Yesterday as I was cleaning up my room. I came across a few of my photo albums. Talk about walking down memory lane!

A young picture of me! Heh, it's great. Me and my little hat. I enjoy looking at it. IT makes me feel young again.

LOL, me talking about being young! I am young! Well, only compared to some.

It's just that sometimes I feel so old at times, it hard to remember that I am only 14. People who think too often, for their own, often feel a little old. And I? I feel like an old grandma, I should be sitting on a rocking chair outside on my porch petting my dog, erm, cat. Haha, that's a stereotype. I'm sorry.

I want to feel young, I don't want life to pass me by, as it does to some people. I want to enjoy the remainder of my adolesence, before it completely passes me by. I feel like I'm not enjoying it...when people my age are out having parties and getting drunk, I'm at home typing on this damned computer, writing entries and trying to learn HTML.

I have no life.

But, I have myself to blame for that one. I *choose* not to go out and party and drink on the weekends. Hell yeah, it sounds like fun. But, I'm not like that anymore. I find it all so exciting and yet so boring all at the same time. People getting drunk rubbing against each other and smoking pot.

I really don't mind, sometimes I hit myself across the head when I turn some of my friends down when they ask me to go out w/ them. But, then I think to myself "Will I have fun?" the answer is usually no. I think, no...I *know* it's because I'm not ready. I want to just be around people who love me, instead of being around 100 people I've never met, and some guy feeling me up, thinking he can get some...please.
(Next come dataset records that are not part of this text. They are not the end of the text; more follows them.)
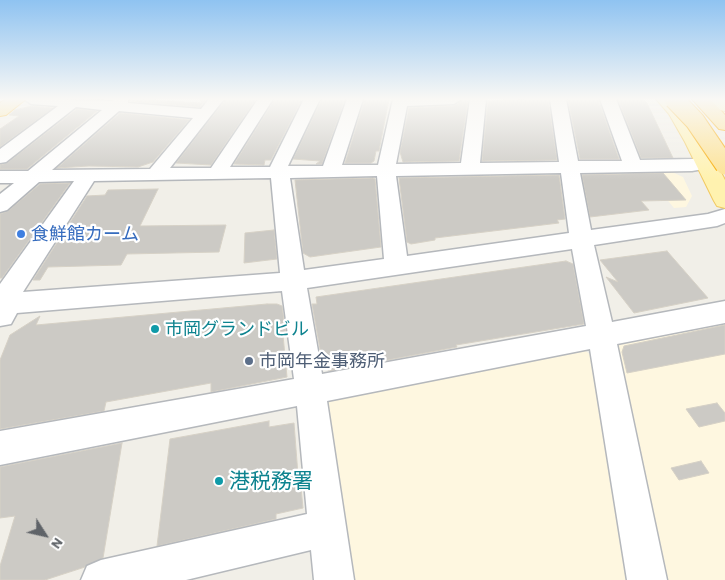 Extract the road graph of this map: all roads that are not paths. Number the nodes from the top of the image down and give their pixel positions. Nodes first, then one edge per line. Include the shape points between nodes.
1 (42, 126) edge
2 (92, 126) edge
3 (195, 126) edge
4 (248, 126) edge
5 (299, 126) edge
6 (346, 126) edge
7 (396, 126) edge
8 (475, 126) edge
9 (563, 126) edge
10 (618, 126) edge
11 (688, 126) edge
12 (698, 126) edge
13 (0, 158) edge
14 (719, 163) edge
15 (633, 166) junction
16 (571, 167) junction
17 (470, 169) junction
18 (331, 170) junction
19 (386, 170) junction
20 (281, 172) junction
21 (217, 173) junction
22 (156, 174) junction
23 (34, 176) junction
24 (88, 176) junction
25 (0, 177) edge
26 (725, 201) edge
27 (0, 205) edge
28 (725, 216) edge
29 (581, 238) junction
30 (396, 265) junction
31 (293, 281) junction
32 (3, 309) edge
33 (725, 312) edge
34 (602, 333) junction
35 (310, 389) junction
36 (0, 448) edge
37 (327, 528) junction
38 (101, 580) edge
39 (334, 580) edge
40 (647, 580) edge

1 - 13 street
2 - 23 street
3 - 22 street
4 - 21 street
5 - 20 street via 280,165
6 - 18 street
7 - 19 street
8 - 17 street
9 - 16 street
10 - 15 street
11 - 14 main road
12 - 14 highway, bridge
14 - 15 street
14 - 26 main road
15 - 16 street
16 - 17 street
16 - 29 street
17 - 19 street
18 - 19 street
18 - 20 street
19 - 30 street
20 - 21 street
20 - 31 street
21 - 22 street
22 - 24 street
23 - 24 street
23 - 25 street
23 - 27 street
24 - 32 street via 11,287
28 - 29 street via 709,221
29 - 30 street
29 - 34 street
30 - 31 street
31 - 32 street
31 - 35 street
33 - 34 street
34 - 35 street
34 - 40 street
35 - 36 street
35 - 37 street
37 - 38 street
37 - 39 street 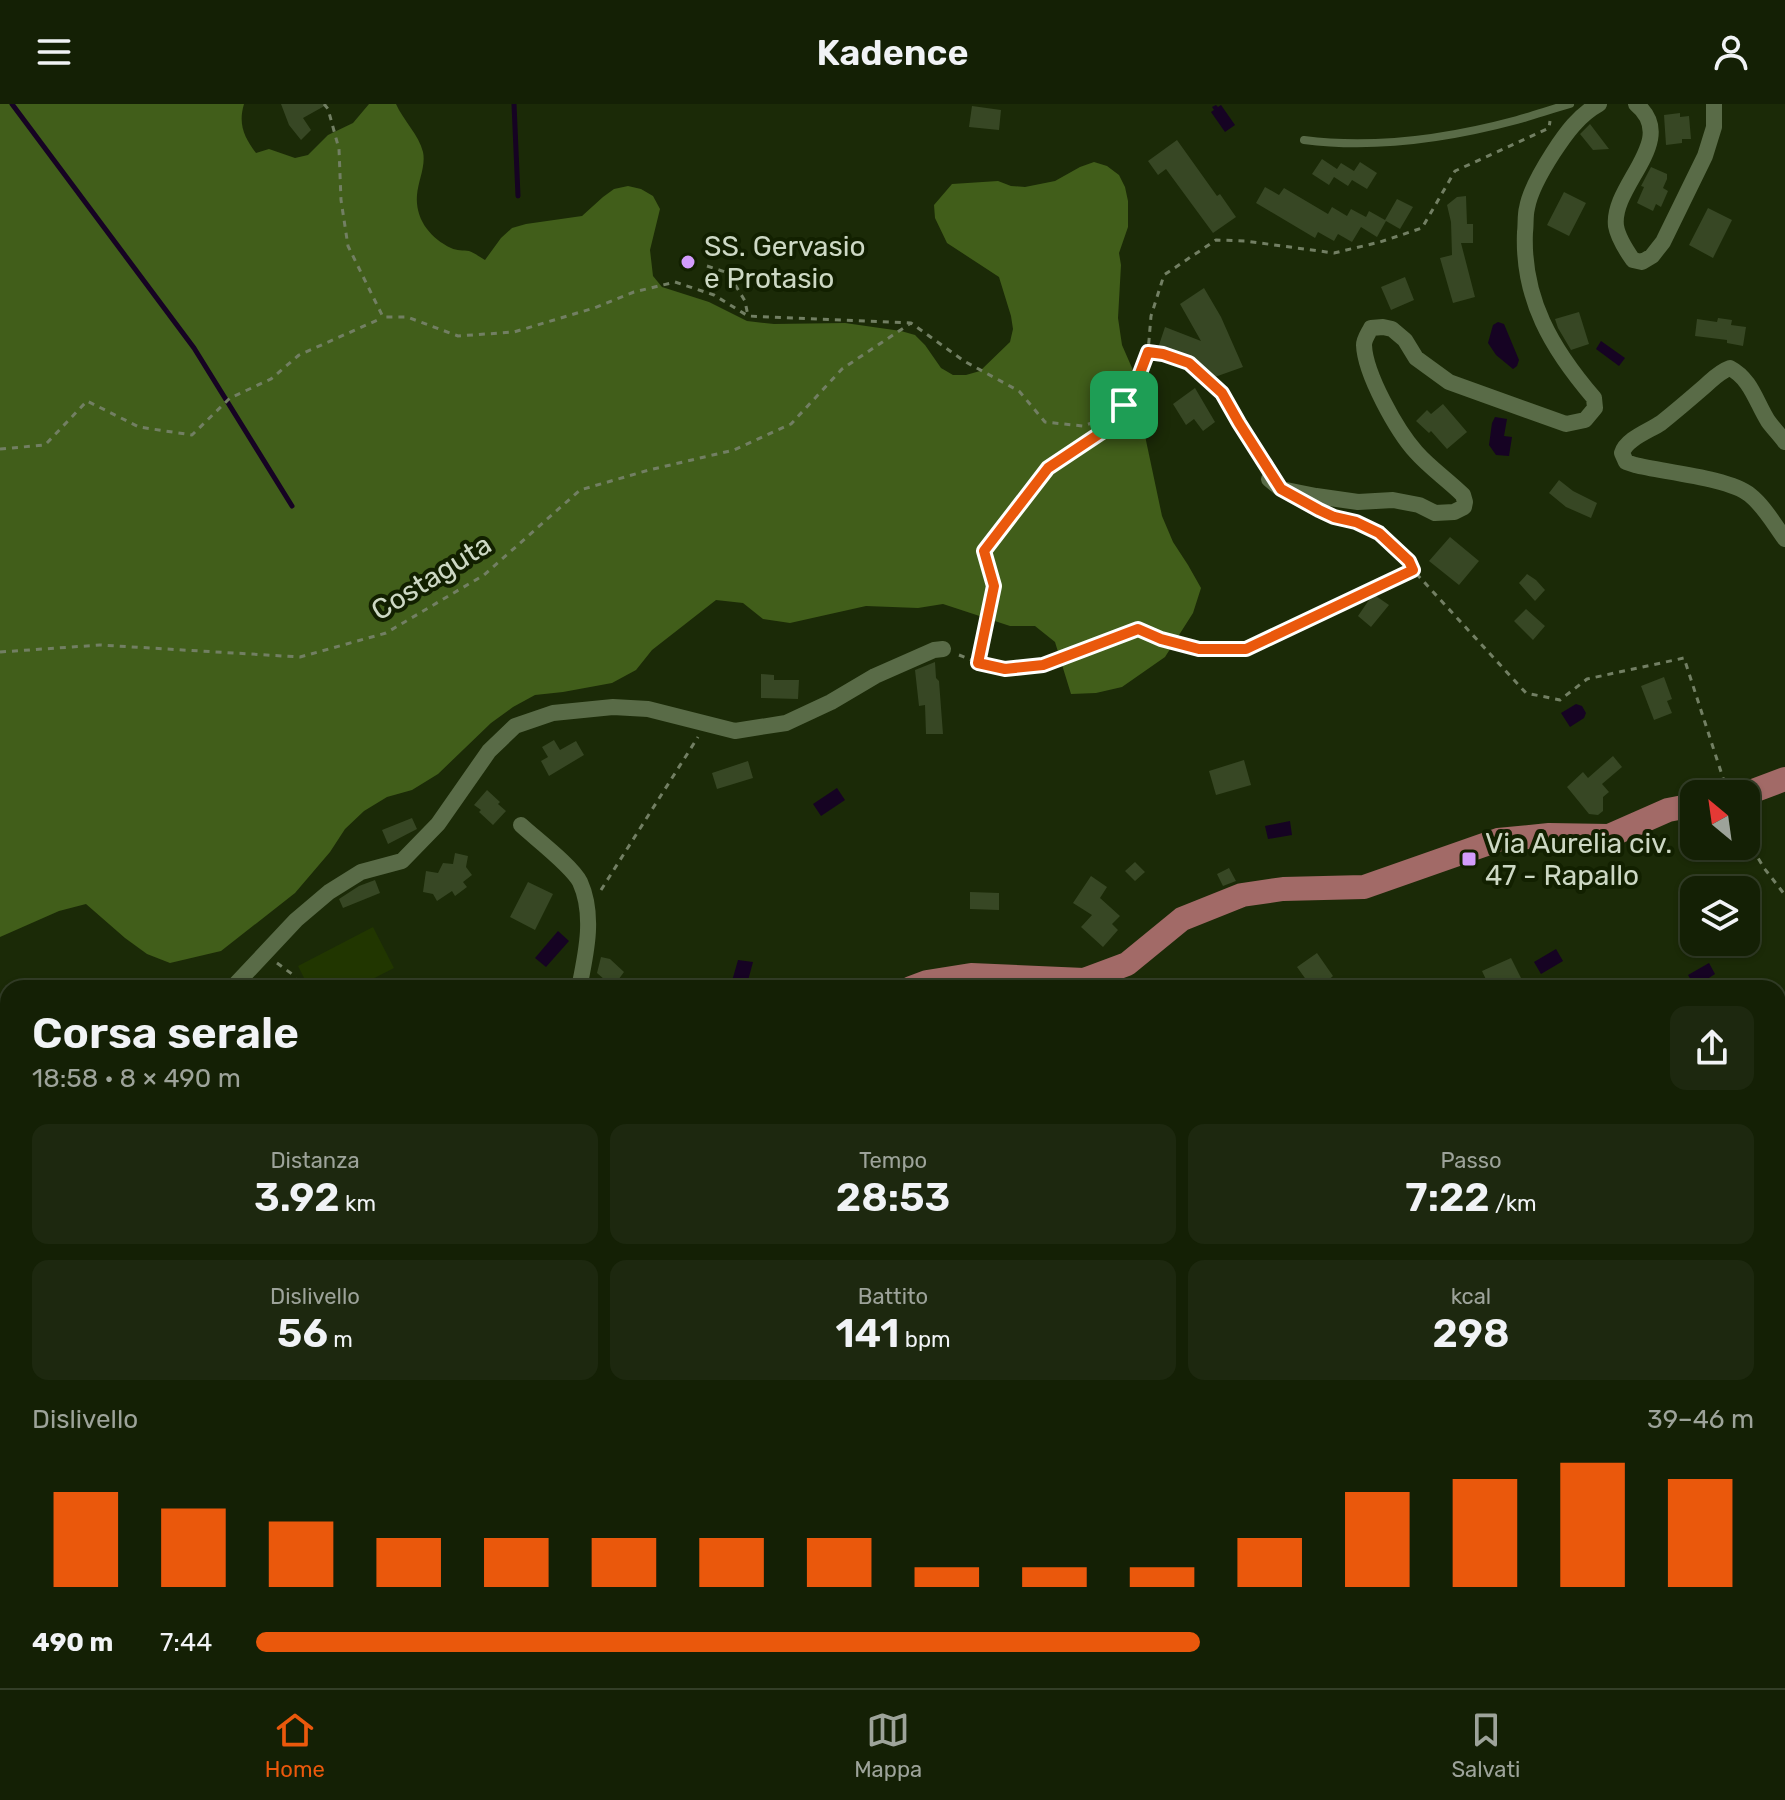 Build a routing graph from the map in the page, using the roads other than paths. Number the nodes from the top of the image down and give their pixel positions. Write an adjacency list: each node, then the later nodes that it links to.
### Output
1 (1570, 104): 5 (lane)
2 (1597, 104): 7 (street)
3 (1636, 104): 4 (street)
4 (1714, 104)
5 (1304, 140)
6 (1785, 442): 8 (street)
7 (1275, 484)
8 (1785, 539)
9 (943, 649): 14 (street)
10 (1785, 779): 11 (main road)
11 (1760, 788)
12 (1680, 808): 18 (main road)
13 (521, 825): 15 (street)
14 (240, 980)
15 (580, 980)
16 (940, 980): 17 (main road)
17 (1084, 980)
18 (1084, 980) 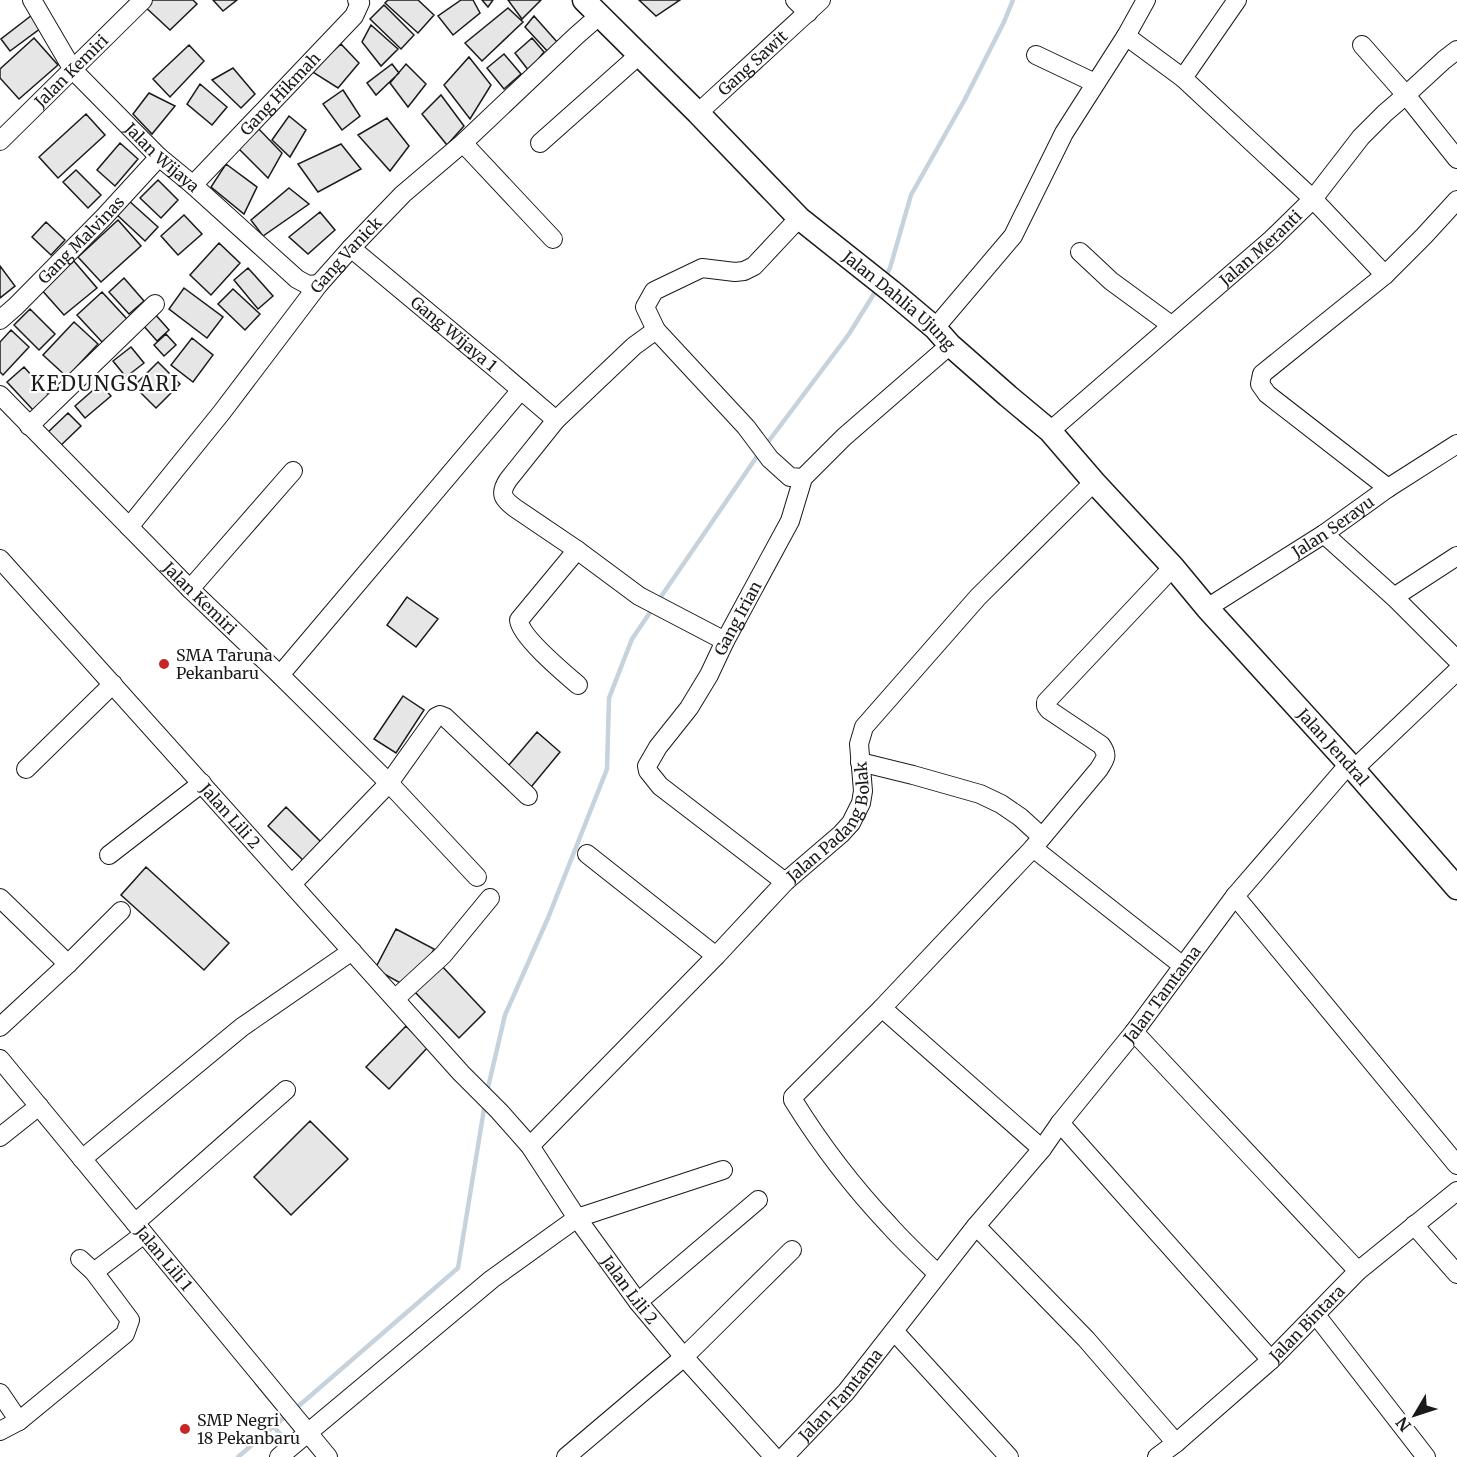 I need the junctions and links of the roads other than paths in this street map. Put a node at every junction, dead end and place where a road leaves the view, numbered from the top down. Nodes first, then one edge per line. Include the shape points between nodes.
1 (32, 0) edge
2 (143, 0) edge
3 (357, 0) edge
4 (795, 0) edge
5 (821, 0) edge
6 (1146, 0) edge
7 (1237, 0) edge
8 (592, 8) edge
9 (808, 13) junction
10 (1126, 36) junction
11 (1362, 45) dead end
12 (1457, 50) edge
13 (639, 55) junction
14 (1036, 55) dead end
15 (73, 70) junction
16 (1183, 78) junction
17 (1095, 83) junction
18 (1406, 95) junction
19 (698, 113) junction
20 (0, 141) edge
21 (463, 143) junction
22 (540, 143) dead end
23 (159, 157) junction
24 (1457, 159) edge
25 (193, 185) junction
26 (1313, 199) junction
27 (1457, 201) edge
28 (799, 218) junction
29 (553, 239) dead end
30 (351, 248) junction
31 (1080, 252) dead end
32 (1385, 275) junction
33 (319, 284) junction
34 (155, 304) dead end
35 (0, 320) edge
36 (1171, 325) junction
37 (935, 328) junction
38 (656, 330) junction
39 (950, 345) junction
40 (521, 390) junction
41 (0, 395) edge
42 (556, 420) junction
43 (29, 426) junction
44 (1050, 430) junction
45 (1457, 444) edge
46 (293, 471) dead end
47 (804, 478) junction
48 (1094, 482) junction
49 (1388, 488) junction
50 (129, 527) junction
51 (1324, 534) junction
52 (577, 550) junction
53 (1457, 556) edge
54 (0, 559) edge
55 (1173, 567) junction
56 (190, 589) junction
57 (1394, 597) junction
58 (1207, 608) junction
59 (725, 641) junction
60 (1457, 660) edge
61 (1457, 671) edge
62 (280, 675) junction
63 (113, 684) junction
64 (578, 685) dead end
65 (860, 762) junction
66 (1351, 767) junction
67 (26, 769) dead end
68 (202, 783) junction
69 (389, 783) junction
70 (528, 796) dead end
71 (1037, 842) junction
72 (587, 854) dead end
73 (109, 855) dead end
74 (477, 877) dead end
75 (785, 882) junction
76 (292, 885) junction
77 (1457, 888) edge
78 (1235, 896) junction
79 (0, 898) edge
80 (490, 898) dead end
81 (121, 911) dead end
82 (352, 951) junction
83 (716, 956) junction
84 (68, 964) junction
85 (1183, 966) junction
86 (395, 999) junction
87 (882, 1008) junction
88 (0, 1027) edge
89 (1134, 1032) junction
90 (0, 1059) edge
91 (286, 1090) dead end
92 (39, 1106) junction
93 (1060, 1123) junction
94 (0, 1137) edge
95 (530, 1146) junction
96 (1042, 1149) junction
97 (82, 1159) junction
98 (1457, 1165) edge
99 (723, 1170) dead end
100 (1457, 1191) edge
101 (758, 1200) dead end
102 (577, 1218) junction
103 (976, 1226) junction
104 (1414, 1226) junction
105 (140, 1229) junction
106 (792, 1250) dead end
107 (80, 1259) dead end
108 (1358, 1270) junction
109 (94, 1272) junction
110 (938, 1274) junction
111 (1457, 1274) edge
112 (638, 1302) junction
113 (1316, 1315) junction
114 (894, 1331) junction
115 (684, 1357) junction
116 (1271, 1360) junction
117 (0, 1393) edge
118 (19, 1421) junction
119 (0, 1431) edge
120 (303, 1434) junction
121 (1176, 1443) junction
122 (279, 1457) edge
123 (328, 1457) edge
124 (566, 1457) edge
125 (774, 1457) edge
126 (784, 1457) edge
127 (1009, 1457) edge
128 (1157, 1457) edge
129 (1426, 1457) edge

1 - 15 street, Jalan Wijaya
2 - 15 street, Jalan Kemiri
3 - 25 street, Gang Hikmah via 360,3 354,16
4 - 9 street
5 - 9 street, Gang Sawit
6 - 10 street
7 - 16 street
8 - 13 main road, Jalan Dahlia Ujung
8 - 21 street, Gang Vanick via 567,45
9 - 19 street, Gang Sawit
10 - 16 street
10 - 17 street
11 - 18 street
12 - 18 street, Jalan Meranti
13 - 19 main road, Jalan Dahlia Ujung
13 - 22 street
14 - 17 street
15 - 20 street, Jalan Kemiri
15 - 23 street, Jalan Wijaya
16 - 26 street
17 - 37 street via 1064,133 1013,236
18 - 24 street
18 - 26 street, Jalan Meranti via 1361,137
19 - 28 main road, Jalan Dahlia Ujung
21 - 29 street
21 - 30 street, Gang Vanick via 403,194
23 - 25 street, Jalan Wijaya
23 - 35 street, Gang Malvinas
25 - 33 street, Jalan Wijaya via 297,279 308,285
26 - 32 street
26 - 36 street, Jalan Meranti
27 - 32 street
28 - 37 main road, Jalan Dahlia Ujung
28 - 38 street via 754,266 735,272 702,268 654,291 645,307
30 - 33 street, Gang Vanick
30 - 40 street, Gang Wijaya 1
31 - 36 street
32 - 49 street via 1262,374 1260,384 1267,394
33 - 50 street, Gang Vanick
34 - 43 street
36 - 44 street, Jalan Meranti
37 - 39 main road, Jalan Dahlia Ujung
38 - 42 street
38 - 47 street via 746,427 770,459 790,477
39 - 44 main road, Jalan Dahlia Ujung
39 - 47 street, Gang Irian via 844,437
40 - 42 street, Gang Wijaya 1
40 - 62 street
41 - 43 street, Jalan Kemiri
42 - 52 street via 503,487 503,495 515,508
43 - 50 street, Jalan Kemiri
44 - 48 main road, Jalan Dahlia Ujung
45 - 49 street, Jalan Serayu
46 - 56 street
47 - 59 street, Gang Irian via 790,522
48 - 55 main road, Jalan Dahlia Ujung
48 - 65 street, Jalan Padang Bolak via 978,597 864,727 859,744
49 - 51 street, Jalan Serayu
50 - 56 street, Jalan Kemiri
51 - 57 street
51 - 58 street, Jalan Serayu
52 - 59 street via 639,596
52 - 64 street via 519,620 534,643
53 - 57 street
54 - 63 street, Jalan Lili 2
55 - 58 main road, Jalan Dahlia Ujung
55 - 71 street via 1046,702 1049,710 1101,745 1106,757
56 - 62 street, Jalan Kemiri
57 - 60 street
58 - 66 main road, Jalan Jendral
59 - 75 street, Gang Irian via 709,675 647,768 660,786
61 - 66 street, Jalan Tamtama
62 - 69 street, Jalan Kemiri
63 - 67 street
63 - 68 street, Jalan Lili 2
65 - 71 street via 980,794 1020,817
65 - 75 street, Jalan Padang Bolak via 863,791 851,823
66 - 77 main road, Jalan Jendral
66 - 78 street, Jalan Tamtama
68 - 73 street
68 - 76 street, Jalan Lili 2
69 - 70 street via 440,715
69 - 74 street, Jalan Kemiri
69 - 76 street
71 - 85 street
71 - 87 street
72 - 83 street
75 - 83 street, Jalan Padang Bolak
76 - 82 street, Jalan Lili 2
78 - 85 street, Jalan Tamtama
78 - 98 street
79 - 84 street
80 - 86 street via 443,955
81 - 84 street
82 - 86 street, Jalan Lili 2
82 - 97 street via 242,1027
83 - 95 street, Jalan Padang Bolak
84 - 88 street
85 - 89 street, Jalan Tamtama
86 - 95 street, Jalan Lili 2
87 - 96 street
87 - 110 street via 792,1099 840,1168 888,1225
89 - 93 street, Jalan Tamtama
89 - 108 street
90 - 92 street, Jalan Lili 1
91 - 105 street
92 - 94 street
92 - 97 street, Jalan Lili 1
93 - 96 street, Jalan Tamtama
93 - 116 street
95 - 102 street, Jalan Lili 2
96 - 103 street, Jalan Tamtama
97 - 105 street, Jalan Lili 1
99 - 102 street
100 - 104 street, Jalan Bintara
101 - 112 street
102 - 112 street, Jalan Lili 2
102 - 120 street via 492,1279
103 - 110 street, Jalan Tamtama
103 - 121 street via 1086,1340
104 - 108 street, Jalan Bintara
104 - 111 street
105 - 109 street
105 - 120 street, Jalan Lili 1 via 278,1395
106 - 115 street
107 - 109 street
108 - 113 street, Jalan Bintara
109 - 118 street via 130,1320 125,1334
110 - 114 street, Jalan Tamtama
112 - 115 street, Jalan Lili 2
113 - 116 street, Jalan Bintara
113 - 129 street
114 - 126 street, Jalan Tamtama via 846,1392
114 - 127 street, Jalan Tamtama
115 - 124 street
115 - 125 street, Jalan Lili 2
116 - 121 street, Jalan Bintara
117 - 118 street
118 - 119 street
120 - 122 street
120 - 123 street, Jalan Lili 1
121 - 128 street, Jalan Bintara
Whatever.

I know, I know...it's not healthy to stay indoors all the time. But, when I'm ready, I might just step out of that door.

...but, in the mean time...I'll sit, type in this block of white, and talk to you fine people.

With, care
Mayms

P.S The picture is just a bit blurry, but you get the idea.

P.S.S Big Suprise! Yeah, I'm asian. Asian Pride, and I'm proud of it. I'm proud of my ethnicity. But...that's a different story. Too long of an entry to keep on rambling...or is it? erm, heh, just joking! nevermind.